> **WHAT THE EXERCISE ASKS**: Only lines containing "where" belong in the answer, each copied from the entries below.
------ DATA PROVIDED
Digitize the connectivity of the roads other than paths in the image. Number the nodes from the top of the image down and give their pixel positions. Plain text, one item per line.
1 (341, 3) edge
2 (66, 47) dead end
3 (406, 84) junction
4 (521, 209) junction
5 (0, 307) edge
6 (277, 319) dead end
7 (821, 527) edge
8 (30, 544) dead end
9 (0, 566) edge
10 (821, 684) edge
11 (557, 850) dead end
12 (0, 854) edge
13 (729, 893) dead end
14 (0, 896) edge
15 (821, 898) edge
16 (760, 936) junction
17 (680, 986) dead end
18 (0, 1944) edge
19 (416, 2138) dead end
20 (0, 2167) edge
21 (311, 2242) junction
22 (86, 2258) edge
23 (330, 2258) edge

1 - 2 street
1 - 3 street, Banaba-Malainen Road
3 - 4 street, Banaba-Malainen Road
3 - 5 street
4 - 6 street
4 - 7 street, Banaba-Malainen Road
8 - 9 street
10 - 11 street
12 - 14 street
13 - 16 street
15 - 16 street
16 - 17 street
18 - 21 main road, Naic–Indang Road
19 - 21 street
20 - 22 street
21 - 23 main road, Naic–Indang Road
------------
------ DATA PROVIDED
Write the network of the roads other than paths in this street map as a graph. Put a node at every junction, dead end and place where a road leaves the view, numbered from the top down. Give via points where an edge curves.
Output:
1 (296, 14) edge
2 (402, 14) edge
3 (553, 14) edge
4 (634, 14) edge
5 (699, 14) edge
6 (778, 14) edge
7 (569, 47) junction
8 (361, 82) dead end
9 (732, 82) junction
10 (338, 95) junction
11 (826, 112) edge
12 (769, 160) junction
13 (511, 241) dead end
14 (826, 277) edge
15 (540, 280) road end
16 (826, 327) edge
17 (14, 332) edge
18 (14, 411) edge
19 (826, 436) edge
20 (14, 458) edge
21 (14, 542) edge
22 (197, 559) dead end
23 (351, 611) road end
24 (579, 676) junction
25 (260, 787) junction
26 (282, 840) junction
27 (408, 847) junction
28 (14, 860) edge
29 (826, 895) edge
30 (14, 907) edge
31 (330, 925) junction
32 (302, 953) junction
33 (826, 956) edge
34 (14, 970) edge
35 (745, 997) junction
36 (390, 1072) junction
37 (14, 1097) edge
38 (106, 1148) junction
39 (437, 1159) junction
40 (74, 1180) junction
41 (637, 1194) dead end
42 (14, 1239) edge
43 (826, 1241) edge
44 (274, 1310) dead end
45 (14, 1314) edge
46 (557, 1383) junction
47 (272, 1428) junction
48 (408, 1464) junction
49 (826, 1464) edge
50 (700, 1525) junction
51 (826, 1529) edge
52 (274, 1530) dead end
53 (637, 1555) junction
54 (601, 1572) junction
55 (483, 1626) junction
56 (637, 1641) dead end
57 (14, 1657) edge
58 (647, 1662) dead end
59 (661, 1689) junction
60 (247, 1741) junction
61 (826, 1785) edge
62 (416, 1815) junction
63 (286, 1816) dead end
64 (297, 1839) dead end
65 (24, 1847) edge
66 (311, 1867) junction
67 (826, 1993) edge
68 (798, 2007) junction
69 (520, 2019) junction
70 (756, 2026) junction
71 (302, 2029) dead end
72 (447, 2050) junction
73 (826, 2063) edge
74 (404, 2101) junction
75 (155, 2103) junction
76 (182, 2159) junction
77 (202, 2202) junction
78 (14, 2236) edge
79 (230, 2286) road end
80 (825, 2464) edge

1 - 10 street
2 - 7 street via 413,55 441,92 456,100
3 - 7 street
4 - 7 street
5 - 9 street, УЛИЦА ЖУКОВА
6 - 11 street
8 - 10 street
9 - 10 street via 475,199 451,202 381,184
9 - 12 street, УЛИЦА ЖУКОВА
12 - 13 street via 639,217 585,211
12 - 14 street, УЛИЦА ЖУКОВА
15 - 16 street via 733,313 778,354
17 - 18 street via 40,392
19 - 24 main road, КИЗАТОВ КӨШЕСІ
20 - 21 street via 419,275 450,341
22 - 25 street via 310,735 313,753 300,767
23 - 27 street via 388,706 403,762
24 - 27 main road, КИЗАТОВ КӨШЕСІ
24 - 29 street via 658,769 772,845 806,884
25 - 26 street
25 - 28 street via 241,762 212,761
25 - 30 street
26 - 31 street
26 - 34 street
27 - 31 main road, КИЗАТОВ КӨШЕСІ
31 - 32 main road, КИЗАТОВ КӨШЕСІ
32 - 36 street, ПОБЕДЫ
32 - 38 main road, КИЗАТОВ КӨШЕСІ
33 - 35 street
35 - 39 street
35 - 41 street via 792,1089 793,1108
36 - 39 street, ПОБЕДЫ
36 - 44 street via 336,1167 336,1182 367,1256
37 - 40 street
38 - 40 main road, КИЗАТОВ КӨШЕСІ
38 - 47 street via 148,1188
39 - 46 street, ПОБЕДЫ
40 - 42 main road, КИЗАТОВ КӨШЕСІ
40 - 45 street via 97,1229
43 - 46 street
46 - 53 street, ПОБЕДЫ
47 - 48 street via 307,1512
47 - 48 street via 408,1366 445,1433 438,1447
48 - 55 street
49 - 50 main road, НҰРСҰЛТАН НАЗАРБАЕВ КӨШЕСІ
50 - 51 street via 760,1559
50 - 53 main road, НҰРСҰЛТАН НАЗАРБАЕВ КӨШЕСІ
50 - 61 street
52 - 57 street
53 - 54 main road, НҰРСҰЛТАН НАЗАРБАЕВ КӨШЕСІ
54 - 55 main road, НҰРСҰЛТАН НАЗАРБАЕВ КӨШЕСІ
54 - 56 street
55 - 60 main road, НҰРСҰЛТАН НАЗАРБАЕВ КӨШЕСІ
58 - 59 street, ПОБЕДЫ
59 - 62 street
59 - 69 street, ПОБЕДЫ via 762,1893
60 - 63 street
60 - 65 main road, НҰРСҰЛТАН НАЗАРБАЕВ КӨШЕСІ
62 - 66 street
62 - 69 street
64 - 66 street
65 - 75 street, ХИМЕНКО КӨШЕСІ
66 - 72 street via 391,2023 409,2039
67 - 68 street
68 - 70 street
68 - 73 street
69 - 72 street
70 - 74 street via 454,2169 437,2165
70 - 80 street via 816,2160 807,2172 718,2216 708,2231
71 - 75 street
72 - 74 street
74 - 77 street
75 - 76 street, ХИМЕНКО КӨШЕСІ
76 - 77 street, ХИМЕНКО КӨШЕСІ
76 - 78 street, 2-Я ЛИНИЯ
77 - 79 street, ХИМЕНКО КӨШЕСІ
------------
------ DATA PROVIDED
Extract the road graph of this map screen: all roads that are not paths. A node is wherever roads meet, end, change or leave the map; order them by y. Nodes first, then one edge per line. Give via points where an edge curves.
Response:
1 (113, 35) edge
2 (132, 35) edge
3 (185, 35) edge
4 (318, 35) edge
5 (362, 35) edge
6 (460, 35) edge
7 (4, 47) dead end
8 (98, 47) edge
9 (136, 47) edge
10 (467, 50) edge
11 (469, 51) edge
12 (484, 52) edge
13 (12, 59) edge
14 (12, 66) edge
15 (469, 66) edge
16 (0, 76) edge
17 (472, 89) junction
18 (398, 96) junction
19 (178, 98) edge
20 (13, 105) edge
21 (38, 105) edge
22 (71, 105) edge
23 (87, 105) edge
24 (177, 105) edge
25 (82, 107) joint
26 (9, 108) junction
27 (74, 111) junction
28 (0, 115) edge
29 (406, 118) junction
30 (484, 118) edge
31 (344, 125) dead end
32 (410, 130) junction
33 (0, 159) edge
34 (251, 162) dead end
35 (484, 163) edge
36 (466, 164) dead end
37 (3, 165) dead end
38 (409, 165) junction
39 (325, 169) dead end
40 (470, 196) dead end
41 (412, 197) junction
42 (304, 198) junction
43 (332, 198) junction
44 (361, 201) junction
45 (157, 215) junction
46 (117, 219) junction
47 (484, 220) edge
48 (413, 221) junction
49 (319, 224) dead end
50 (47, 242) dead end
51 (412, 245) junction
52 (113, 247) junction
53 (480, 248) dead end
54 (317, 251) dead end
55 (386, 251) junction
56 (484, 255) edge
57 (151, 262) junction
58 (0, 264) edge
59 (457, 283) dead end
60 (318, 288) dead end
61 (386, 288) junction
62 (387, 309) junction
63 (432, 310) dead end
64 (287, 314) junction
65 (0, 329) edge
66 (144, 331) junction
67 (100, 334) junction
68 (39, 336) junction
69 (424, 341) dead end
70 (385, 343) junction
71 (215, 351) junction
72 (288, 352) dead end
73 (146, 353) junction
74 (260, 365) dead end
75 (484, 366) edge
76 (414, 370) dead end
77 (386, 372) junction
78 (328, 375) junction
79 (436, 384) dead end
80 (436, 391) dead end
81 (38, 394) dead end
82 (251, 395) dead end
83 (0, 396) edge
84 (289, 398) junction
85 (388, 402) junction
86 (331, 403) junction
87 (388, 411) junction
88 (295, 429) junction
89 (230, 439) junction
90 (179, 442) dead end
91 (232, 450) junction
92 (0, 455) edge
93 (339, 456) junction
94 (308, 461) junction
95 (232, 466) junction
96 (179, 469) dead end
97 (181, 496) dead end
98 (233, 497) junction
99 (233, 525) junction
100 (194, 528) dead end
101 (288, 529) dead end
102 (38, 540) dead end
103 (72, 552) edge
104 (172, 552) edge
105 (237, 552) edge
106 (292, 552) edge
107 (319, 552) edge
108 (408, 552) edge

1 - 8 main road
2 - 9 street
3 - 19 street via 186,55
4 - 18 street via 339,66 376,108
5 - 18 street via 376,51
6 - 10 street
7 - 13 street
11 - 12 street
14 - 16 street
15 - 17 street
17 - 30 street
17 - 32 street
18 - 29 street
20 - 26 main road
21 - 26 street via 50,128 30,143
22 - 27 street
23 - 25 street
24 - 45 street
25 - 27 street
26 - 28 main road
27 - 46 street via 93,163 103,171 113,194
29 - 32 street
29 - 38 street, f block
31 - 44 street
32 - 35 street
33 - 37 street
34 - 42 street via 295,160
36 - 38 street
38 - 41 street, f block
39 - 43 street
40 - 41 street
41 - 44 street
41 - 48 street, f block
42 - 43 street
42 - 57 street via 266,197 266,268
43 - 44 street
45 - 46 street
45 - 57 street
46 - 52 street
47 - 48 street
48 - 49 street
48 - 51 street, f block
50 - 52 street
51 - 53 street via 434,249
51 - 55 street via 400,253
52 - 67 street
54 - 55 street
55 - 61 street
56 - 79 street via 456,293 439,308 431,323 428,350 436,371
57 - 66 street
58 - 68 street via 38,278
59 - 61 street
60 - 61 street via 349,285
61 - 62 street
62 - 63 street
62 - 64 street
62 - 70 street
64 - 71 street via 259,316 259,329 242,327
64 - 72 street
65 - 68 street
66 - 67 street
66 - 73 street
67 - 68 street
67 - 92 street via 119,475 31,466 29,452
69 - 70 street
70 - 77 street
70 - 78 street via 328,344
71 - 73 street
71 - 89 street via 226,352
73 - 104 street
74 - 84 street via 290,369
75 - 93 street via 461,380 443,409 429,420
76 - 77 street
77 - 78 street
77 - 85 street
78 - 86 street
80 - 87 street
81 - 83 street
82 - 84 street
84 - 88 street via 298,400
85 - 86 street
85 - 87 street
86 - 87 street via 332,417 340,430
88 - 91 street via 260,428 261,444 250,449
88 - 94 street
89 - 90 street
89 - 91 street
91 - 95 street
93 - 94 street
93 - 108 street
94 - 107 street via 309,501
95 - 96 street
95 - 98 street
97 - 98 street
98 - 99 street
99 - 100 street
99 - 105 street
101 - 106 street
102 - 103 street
------------
> **TASK RESPONSE**:
Write the network of the roads other than paths in this street map as a graph. Put a node at every junction, dead end and place where a road leaves the view, numbered from the top down. Give via points where an edge curves.
Extract the road graph of this map screen: all roads that are not paths. A node is wherever roads meet, end, change or leave the map; order them by y. Nodes first, then one edge per line. Give via points where an edge curves.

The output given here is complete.